Response-level caching has a ceiling: it only saves when the final answer transfers. But look at where the tokens actually go in hard queries — the reasoning. Step-by-step derivations, plan decompositions, structured analyses. Different inputs constantly share identical reasoning shapes with different specifics, and response caching can't see the kinship.
Crowkis's reasoning store parses chain-of-thought output into typed steps, abstracts the particulars — numbers, dates, entities — into slots, and signs the step-type sequence. That signature is the reasoning's fingerprint: when a new query's shape matches a stored skeleton, the recomposer substitutes the new slots into the proven structure instead of re-purchasing the derivation.
Reuse only when meaning, structure, confidence, and trust all agree.
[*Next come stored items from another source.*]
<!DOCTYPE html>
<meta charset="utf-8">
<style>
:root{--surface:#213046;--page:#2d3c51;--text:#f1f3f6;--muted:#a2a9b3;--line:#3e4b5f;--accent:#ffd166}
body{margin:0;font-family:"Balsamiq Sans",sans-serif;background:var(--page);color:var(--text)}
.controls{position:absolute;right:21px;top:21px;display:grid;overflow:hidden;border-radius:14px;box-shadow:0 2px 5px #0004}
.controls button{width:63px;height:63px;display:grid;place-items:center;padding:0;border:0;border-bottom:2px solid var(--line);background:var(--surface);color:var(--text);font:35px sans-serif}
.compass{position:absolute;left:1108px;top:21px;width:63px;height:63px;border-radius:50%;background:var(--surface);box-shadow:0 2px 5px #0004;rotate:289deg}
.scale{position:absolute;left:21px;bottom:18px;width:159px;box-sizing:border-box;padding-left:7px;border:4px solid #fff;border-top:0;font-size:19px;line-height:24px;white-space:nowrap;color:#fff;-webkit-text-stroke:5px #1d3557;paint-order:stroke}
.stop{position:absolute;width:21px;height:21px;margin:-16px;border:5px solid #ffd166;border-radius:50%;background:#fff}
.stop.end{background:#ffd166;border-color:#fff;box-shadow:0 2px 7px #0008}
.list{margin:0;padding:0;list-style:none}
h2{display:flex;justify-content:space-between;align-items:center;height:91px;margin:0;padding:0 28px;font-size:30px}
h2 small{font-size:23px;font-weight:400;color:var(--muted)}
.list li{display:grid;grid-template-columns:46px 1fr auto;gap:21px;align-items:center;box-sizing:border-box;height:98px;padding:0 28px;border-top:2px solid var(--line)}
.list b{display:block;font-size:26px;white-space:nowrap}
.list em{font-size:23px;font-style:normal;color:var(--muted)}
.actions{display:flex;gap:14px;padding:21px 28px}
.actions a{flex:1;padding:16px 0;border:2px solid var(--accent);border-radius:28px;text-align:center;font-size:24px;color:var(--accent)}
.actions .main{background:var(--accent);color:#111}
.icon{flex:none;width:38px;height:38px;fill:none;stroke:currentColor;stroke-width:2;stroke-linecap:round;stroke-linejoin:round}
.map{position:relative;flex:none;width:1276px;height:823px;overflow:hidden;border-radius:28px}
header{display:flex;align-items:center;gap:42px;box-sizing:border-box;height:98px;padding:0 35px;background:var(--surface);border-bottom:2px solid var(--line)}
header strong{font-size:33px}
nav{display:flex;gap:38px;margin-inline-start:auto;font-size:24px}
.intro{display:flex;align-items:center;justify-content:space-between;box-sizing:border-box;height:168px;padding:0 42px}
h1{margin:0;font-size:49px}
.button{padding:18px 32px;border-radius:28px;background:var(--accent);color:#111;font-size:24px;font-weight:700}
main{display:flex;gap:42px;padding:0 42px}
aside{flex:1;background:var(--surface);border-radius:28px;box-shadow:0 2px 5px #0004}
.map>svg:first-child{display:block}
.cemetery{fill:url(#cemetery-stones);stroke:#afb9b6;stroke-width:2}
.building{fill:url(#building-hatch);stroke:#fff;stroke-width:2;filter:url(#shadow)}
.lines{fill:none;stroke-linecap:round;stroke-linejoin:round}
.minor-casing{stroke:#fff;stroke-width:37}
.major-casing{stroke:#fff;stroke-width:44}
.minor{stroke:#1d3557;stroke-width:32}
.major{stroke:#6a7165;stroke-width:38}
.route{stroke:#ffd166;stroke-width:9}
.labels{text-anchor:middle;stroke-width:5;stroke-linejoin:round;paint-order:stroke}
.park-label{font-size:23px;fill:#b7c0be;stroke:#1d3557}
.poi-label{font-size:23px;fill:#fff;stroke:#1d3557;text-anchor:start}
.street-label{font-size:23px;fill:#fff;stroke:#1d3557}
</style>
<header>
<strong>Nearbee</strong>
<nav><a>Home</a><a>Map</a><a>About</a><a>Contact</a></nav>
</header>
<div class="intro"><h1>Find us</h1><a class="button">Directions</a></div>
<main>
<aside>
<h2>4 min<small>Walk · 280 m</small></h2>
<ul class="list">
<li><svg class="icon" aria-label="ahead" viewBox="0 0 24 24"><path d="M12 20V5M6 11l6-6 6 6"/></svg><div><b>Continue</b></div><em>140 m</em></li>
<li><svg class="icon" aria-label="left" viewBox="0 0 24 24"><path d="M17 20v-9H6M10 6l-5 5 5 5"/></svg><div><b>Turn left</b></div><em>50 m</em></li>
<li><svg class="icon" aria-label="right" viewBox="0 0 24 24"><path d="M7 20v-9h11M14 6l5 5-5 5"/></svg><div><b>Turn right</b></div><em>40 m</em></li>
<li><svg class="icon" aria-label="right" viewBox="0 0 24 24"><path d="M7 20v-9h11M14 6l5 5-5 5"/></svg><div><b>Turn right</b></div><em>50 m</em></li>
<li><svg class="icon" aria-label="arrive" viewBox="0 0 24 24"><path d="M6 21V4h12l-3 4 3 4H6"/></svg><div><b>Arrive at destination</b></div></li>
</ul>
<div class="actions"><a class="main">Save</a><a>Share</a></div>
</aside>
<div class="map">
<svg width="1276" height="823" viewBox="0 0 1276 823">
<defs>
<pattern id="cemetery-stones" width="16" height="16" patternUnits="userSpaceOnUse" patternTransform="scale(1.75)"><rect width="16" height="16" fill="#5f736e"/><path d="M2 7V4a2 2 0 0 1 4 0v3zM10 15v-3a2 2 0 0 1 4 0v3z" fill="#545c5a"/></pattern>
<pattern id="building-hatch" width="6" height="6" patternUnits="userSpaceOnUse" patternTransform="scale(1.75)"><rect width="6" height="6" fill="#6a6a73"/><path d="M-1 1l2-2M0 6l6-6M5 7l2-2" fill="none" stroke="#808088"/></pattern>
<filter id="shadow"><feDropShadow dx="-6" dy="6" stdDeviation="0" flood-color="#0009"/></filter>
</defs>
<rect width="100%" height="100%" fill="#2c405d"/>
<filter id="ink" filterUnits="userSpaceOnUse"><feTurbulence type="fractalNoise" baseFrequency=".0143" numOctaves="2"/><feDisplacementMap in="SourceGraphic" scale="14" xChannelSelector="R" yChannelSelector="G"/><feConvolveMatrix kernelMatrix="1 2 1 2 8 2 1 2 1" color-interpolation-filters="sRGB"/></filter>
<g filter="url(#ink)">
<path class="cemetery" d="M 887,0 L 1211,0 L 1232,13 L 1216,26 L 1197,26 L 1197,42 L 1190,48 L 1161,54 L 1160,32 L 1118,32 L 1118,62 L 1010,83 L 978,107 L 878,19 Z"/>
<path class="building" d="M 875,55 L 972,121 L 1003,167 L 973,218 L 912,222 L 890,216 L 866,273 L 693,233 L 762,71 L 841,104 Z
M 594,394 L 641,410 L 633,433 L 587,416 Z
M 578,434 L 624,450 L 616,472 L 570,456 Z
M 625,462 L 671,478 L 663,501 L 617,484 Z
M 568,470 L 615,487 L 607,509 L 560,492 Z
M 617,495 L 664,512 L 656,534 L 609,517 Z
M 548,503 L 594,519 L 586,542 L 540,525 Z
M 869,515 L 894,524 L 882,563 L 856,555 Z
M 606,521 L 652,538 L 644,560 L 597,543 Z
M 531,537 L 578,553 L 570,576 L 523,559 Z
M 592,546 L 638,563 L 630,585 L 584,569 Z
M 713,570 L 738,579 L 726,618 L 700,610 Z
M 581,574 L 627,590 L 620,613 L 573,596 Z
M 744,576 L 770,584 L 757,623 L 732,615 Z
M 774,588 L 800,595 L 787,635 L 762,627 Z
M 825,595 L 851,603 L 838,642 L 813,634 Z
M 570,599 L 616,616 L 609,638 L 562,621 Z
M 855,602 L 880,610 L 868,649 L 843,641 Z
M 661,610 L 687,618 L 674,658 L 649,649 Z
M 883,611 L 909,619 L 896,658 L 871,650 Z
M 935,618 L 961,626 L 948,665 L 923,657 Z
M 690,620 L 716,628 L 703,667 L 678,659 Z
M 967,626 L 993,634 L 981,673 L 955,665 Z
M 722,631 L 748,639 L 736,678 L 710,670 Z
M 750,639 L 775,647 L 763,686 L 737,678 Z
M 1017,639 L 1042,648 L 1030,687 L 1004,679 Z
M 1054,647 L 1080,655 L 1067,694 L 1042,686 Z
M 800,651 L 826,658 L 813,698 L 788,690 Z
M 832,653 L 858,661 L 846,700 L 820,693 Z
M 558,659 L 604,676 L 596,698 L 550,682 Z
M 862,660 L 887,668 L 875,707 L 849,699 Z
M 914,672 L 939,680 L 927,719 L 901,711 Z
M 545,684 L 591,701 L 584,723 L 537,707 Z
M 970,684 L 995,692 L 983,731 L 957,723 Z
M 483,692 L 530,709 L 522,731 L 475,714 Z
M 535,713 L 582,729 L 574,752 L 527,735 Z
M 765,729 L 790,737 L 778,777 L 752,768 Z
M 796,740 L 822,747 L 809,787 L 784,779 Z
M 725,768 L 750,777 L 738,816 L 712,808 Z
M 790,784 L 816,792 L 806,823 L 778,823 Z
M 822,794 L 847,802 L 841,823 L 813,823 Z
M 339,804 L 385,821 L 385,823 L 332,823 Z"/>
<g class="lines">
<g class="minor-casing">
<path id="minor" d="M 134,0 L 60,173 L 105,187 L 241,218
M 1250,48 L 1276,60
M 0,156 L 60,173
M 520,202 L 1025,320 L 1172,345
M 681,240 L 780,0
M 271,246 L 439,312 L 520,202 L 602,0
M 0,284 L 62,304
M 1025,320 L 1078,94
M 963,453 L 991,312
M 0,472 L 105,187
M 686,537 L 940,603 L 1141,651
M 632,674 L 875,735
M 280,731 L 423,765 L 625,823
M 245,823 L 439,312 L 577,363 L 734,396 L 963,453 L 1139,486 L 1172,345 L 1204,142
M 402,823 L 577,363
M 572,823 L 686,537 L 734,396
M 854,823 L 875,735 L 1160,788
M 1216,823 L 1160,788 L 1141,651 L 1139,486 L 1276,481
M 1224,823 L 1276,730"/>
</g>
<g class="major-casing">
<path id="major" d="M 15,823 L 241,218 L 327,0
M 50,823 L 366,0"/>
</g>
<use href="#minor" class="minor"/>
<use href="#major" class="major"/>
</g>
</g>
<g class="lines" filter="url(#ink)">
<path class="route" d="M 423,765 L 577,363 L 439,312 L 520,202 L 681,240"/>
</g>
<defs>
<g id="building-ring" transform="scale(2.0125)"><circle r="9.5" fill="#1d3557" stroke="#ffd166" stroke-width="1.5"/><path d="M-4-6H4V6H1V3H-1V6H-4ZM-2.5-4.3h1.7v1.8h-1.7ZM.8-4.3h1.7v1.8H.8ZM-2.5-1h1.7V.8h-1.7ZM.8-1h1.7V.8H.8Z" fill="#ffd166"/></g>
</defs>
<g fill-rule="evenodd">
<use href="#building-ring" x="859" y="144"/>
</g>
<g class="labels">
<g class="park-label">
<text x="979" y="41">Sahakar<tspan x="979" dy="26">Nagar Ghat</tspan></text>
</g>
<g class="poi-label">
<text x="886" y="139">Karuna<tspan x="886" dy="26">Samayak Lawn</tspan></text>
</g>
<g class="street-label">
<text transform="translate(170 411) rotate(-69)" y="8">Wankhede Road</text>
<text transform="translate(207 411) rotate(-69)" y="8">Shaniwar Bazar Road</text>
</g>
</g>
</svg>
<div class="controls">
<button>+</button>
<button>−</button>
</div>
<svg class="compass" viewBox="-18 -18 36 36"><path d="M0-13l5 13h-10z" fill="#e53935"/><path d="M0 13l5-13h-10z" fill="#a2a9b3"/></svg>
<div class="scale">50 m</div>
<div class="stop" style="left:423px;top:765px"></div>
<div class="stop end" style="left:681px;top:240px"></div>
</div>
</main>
The worked-example case makes it concrete: the solution structure for one amortization calculation is the solution structure for all of them. First solve costs full reasoning tokens; every structural sibling after costs a recomposition. Math help, troubleshooting trees, policy analyses — anywhere thinking has a repeatable shape, the shape is now an asset.
The bottom line
It ships in every edition, gated by the same confidence machinery as everything else — a skeleton only serves where the match clears the bar. The deepest savings in the product, hiding in the step between question and answer.